As our chat about possible new American policies in the Middle East interrupts his excruciatingly slow restoration of the Duomo's 900-year-old floor mosaic, I can't help but think, only in Sicily.
Throughout its 2.5 millennia of history, this jarringly gorgeous Mediterranean island has been at the crossroads of drastically different cultures. Miraculously, it has managed to fuse those contrasts peacefully. The fruits of that fusion make Sicily one of the most intriguing parts of Europe.
Twice during the past decade, I've done week-long tours of the island, marvelling at everything from Catholic chapels bejeweled by Muslim artists to the everyday heroism of anti-Mafia businesses. A visit to Sicily is a study in the unexpected fusion of times and cultures. And these are a few of my favourite pairings:
Multicultural devotions: Bleary-eyed from the overnight ferry that took me from Naples to Palermo, Sicily's capital, I made a beeline for the Cappella Palatina, the chapel built in the early 1100s by the Norman king in his palace complex. At 8:30 a.m., I had it for myself for a few minutes before the tourists arrived, enough to be transported by the glitters of gold chasing each other from the wall mosaics into the painted kaleidoscope that is the carved wooden ceiling.
Under the patronage of Sicily's first Catholic king, Muslim artists executed the ceiling, while Greek artists created mosaics representing Christ and New Testament scenes in the Byzantine tradition. Straight from the era of the crusades comes the most dazzling artistic and cultural synthesis of the medieval Mediterranean world.
Antiquity Alive: Ancient Greek colonizers snapped up the best vistas in Sicily. I can't decide if the most scenic archeological site in the Mediterranean is Segesta in its splendid valley isolation among pines and honey-scented wildflowers; Selinunte, framed by eucalypti on its Africa-facing sandy shores; the Taormina theatre opening over the sea and the volcano, Mount Etna; or Agrigento's Valley of Temples, by sheer size the most stunning of them all. I like the latter best in the late afternoon, when the wind-eroded stone of its two best-preserved 450 BC Greek temples -- the nearly intact Tempio della Concordia and the Tempio di Giunone up the ridge -- turn strawberry gold in the dusk and then are floodlit among the dark silhouettes of olive trees and agave plants.
Revitalizing hidden treasures: If Sicilians 2,500 years ago stunned by vistas, those who built palaces and piazzas in the Baroque era astonished by intricacies. Noto, Ragusa Ibla and my favourite, the Ortigia island neighbourhood of Siracusa, are full of churches and palaces exuberantly carved with mythical figures and floral arrangements. Once crumbling in decay, they have been scrubbed to a shine like aristocratic drawing rooms.

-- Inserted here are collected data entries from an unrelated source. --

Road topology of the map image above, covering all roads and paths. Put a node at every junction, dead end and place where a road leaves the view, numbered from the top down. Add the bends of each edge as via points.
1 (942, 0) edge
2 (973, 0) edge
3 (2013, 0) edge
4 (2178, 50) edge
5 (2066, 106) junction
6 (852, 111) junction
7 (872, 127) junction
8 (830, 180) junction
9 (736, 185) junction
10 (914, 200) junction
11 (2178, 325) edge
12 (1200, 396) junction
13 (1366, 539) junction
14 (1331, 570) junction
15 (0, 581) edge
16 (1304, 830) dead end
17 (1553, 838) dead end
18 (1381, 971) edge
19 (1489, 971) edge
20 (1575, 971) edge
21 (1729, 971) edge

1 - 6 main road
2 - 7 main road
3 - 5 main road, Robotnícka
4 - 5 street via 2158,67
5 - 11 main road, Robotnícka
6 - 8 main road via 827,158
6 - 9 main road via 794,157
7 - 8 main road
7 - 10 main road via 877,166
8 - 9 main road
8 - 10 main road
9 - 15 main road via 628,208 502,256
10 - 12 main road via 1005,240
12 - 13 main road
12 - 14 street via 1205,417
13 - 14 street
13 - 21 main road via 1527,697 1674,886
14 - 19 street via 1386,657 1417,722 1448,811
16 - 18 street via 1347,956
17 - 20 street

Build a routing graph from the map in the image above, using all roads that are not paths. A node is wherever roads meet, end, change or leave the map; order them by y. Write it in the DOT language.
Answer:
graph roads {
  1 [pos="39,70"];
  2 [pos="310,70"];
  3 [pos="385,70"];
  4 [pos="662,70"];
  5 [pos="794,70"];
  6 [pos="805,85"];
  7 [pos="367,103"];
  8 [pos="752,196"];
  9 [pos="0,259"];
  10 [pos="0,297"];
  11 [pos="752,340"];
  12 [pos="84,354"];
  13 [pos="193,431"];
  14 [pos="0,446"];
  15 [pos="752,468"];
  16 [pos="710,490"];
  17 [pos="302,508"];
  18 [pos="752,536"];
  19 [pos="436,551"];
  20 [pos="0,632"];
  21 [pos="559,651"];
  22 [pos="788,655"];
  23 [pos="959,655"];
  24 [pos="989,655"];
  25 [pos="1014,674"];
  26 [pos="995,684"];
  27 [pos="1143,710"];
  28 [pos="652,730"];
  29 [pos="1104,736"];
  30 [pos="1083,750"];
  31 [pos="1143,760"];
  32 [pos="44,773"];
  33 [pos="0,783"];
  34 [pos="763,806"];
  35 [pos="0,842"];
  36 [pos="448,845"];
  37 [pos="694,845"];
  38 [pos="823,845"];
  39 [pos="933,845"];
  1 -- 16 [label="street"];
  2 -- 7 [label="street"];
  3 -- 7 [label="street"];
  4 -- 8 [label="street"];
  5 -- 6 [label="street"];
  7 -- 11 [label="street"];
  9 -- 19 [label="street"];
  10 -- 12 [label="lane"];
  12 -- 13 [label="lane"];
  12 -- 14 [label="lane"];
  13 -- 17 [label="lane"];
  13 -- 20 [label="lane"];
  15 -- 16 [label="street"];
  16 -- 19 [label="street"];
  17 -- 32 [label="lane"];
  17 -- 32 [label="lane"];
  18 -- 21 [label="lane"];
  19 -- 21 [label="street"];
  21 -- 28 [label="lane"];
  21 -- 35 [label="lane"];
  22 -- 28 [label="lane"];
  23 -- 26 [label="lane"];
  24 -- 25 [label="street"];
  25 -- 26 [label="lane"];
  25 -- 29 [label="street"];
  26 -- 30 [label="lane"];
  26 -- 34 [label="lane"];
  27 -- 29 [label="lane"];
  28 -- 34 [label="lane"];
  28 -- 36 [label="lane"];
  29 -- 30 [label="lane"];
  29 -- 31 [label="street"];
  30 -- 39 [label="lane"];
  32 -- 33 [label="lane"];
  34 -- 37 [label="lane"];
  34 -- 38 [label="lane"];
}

Two palaces to stay: The countryside villa of Baron Luigi Bordonaro di Chiaramonte, built in the 13th century inland from Agrigento, and the gorgeously frescoed Palazzo Ajutamicristo of the Barons Calefati di Canalotti in Palermo's historic centre. Both young owners are gambling that tourism will help their historical treasures stay vital.
Anti-Mafia food: Young Sicilian Angelo Fabio Conticello and his brother own the iconic Palermo restaurant Antica Focacceria San Francesco, so famous that when I visited it, I thought the squad cars in the square outside were there to protect some celebrity gorging on their octopus or fried vegetable plates.